Elle sourit pour la première fois depuis son entrée, et me fit la grâce de montrer de la confusion. Car, si femmes et jeunes filles reçoivent des hommes, sans broncher, des compliments sur les attraits précis de leur corps, une louange féminine les flatte mieux, les pare d’une gêne ensemble et d’un plaisir parfois assez profonds. Hélène sourit, puis leva l’épaule.

– Ça m’avance à quoi, avec ma chance ?…

– Ça pourrait donc t’avancer, sans ta chance ?

J’employais là, sournoisement, le procédé de réponse interrogative que je blâmais chez Vial…

Elle me regarda avec franchise, favorisée par la pénombre qui la changeait en jeune femme châtaine aux yeux vert foncé.

– Madame Colette, – commença-t-elle sans beaucoup d’effort, – vous avez bien voulu me traiter, l’autre été et celui-ci, en… vraiment en…

– Petite copine ? suggérai-je.

– Il y a deux jours, madame, j’aurais dit copine, en effet. J’aurais probablement ajouté que j’en avais marre et marre de tous les potes, ou quelque chose d’aussi personnel. Aujourd’hui, il ne me vient pas d’argot. Il ne me vient presque jamais d’argot avec vous, madame Colette.

– Je peux m’en passer, Hélène.

Cette enfant échauffait ma pièce fraîche et son émotion épaississait l’air. Je ne lui en voulus d’abord que de cela, et de raccourcir ma journée. Et puis, je connaissais le secret d’Hélène, et je craignais de m’ennuyer. Déjà, je m’échappais, en esprit, vers la brûlante terre battue de la terrasse, et j’écoutais, ressuscités par mon attention, les criquets qui sciaient en menus éclats la canicule… En sursaut, j’ouvris mes sens à tout ce qui resplendissait de l’autre côté des persiennes, et je ne tardai pas davantage à exprimer mon impatience par un :

– Alors, Hélène ? …

qu’une femme faite eût pris pour un congé à peine poli. Mais Hélène est une jeune fille tout entière et me le fit bien voir. Elle se jeta sur cet « alors ?… » avec une générosité de bête à laquelle on n’a jamais tendu encore de piège, et parla :

– Alors, madame, je veux vous montrer que je suis digne de la confiance… enfin, de l’accueil que vous m’avez fait. Je ne veux pas que vous me croyiez ni menteuse, ni… Enfin, madame Colette, c’est vrai que je vis d’une manière très indépendante, et que je travaille… Mais, tout de même, vous savez assez la vie pour comprendre qu’il y a des heures pas drôles…, que je suis une femme comme les autres…, qu’on n’échappe pas à certaines sympathies… à certains espoirs, et justement cet espoir-là m’a trompée, m’a assez cruellement trompée, car j’avais des raisons de croire… Dans ce pays même, l’an dernier, madame, il m’avait parlé en termes qui n’étaient pas ambigus…
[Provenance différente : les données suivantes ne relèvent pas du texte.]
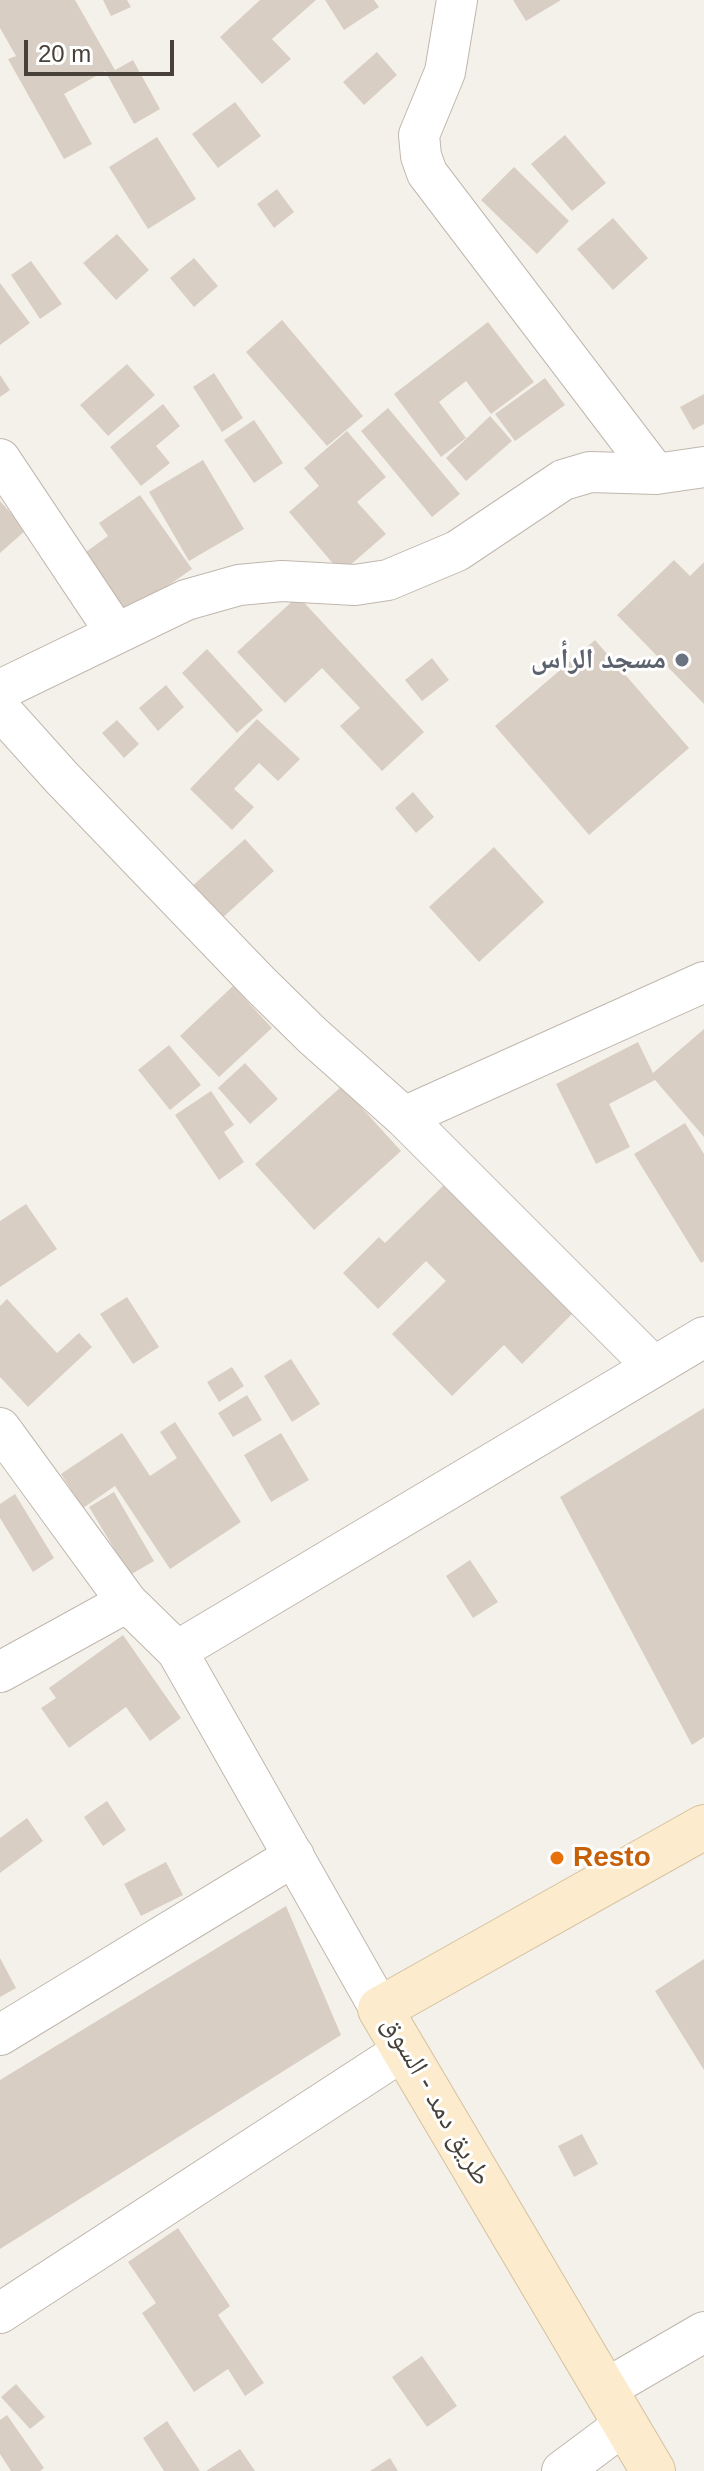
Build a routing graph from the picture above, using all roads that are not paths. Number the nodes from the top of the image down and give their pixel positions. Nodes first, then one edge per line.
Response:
1 (457, 0) edge
2 (0, 459) edge
3 (704, 467) edge
4 (656, 474) junction
5 (116, 633) junction
6 (0, 690) edge
7 (0, 709) edge
8 (704, 982) edge
9 (404, 1117) junction
10 (704, 1337) edge
11 (653, 1366) junction
12 (0, 1428) edge
13 (127, 1602) junction
14 (177, 1651) junction
15 (0, 1672) edge
16 (704, 1827) edge
17 (294, 1856) junction
18 (380, 2009) junction
19 (0, 2035) edge
20 (404, 2050) junction
21 (0, 2313) edge
22 (704, 2332) edge
23 (615, 2407) junction
24 (562, 2471) edge
25 (653, 2471) edge

1 - 4 street
2 - 5 street
3 - 4 street
4 - 5 street
5 - 6 street
7 - 9 street
8 - 9 street
9 - 11 street
10 - 11 street
11 - 14 street
12 - 13 street
13 - 14 street
13 - 15 street
14 - 17 street
16 - 18 main road, طريق دمد - السوق
17 - 18 street
17 - 19 street
18 - 20 main road, طريق دمد - السوق
20 - 21 street
20 - 23 main road, طريق دمد - السوق
22 - 23 street
23 - 24 street
23 - 25 main road, طريق دمد - السوق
Moins par malice que pour lui permettre de respirer, je demandai :

– Qui ?

Elle le nomma, d’une manière musicale :

– Vial, madame.

Le reproche, lisible dans ses yeux, ne blâmait pas ma curiosité, mais bien la finasserie qu’elle jugeait indigne de nous. Aussi protestai-je :

– Je sais bien que c’est Vial, mon enfant. Et… qu’allons-nous faire à cela ?

Elle se tut, entr’ouvrit la bouche, mordilla ses lèvres séchées. Pendant que nous parlions, la rigide hampe de soleil pailletée de poussière était venue jusqu’à lui brûler l’épaule, et comme sous une mouche Hélène remuait le bras, repoussait de la main le sceau de lumière. Ce qui lui restait à dire ne dépassait pas ses lèvres. Il lui restait à me dire : « Madame, je crois que vous êtes la… l’amie de Vial, et c’est pour cela que Vial ne peut pas m’aimer. » Je le lui aurais bien soufflé, mais les secondes passaient, et ni l’une ni l’autre nous ne décidions de parler. Hélène recula un peu son fauteuil, et la laine de lumière caressa son visage. Je fus sûre que dans un instant toute la jeune planète – joues et front découverts, arrondis, séléniens allait se crevasser, livrée aux séismes des sanglots. Un duvet blanc, à peine visible d’ordinaire, s’emperlait, autour de la bouche, d’une rosée d’émotion. Hélène s’essuyait les tempes, du bout de son écharpe bariolée. Une rage de sincérité, une odeur de blonde exaspérée s’échappaient d’elle, encore qu’elle se tût de toutes ses forces. Elle me suppliait de comprendre, de ne point l’obliger à parler ; mais je cessai soudain de m’occuper d’elle en tant qu’Hélène Clément. Je lui rendis sa place dans l’univers, parmi les spectacles d’autrefois dont j’avais été le spectateur anonyme ou l’orgueilleux responsable. Cette honnête forcenée ignorera toujours qu’elle fut digne d’affronter dans ma mémoire les larmes de délices d’un adolescent, – le premier choc du feu sombre, à l’aurore, sur une cime de fer bleu et de neige violette, – le desserrement floral d’une main plissée de nouveau-né, – l’écho d’une note unique et longue, envolée d’un gosier d’oiseau, basse d’abord, puis si haute que je la confondais, dans le moment où elle se rompit, avec le glissement d’une étoile filante, – et ces flammes, ma très chère, ces pivoines échevelées de flammes que l’incendie secouait sur ton jardin… Tu t’attablais, contente, cuiller en main, puisqu’il ne s’agissait que de paille »…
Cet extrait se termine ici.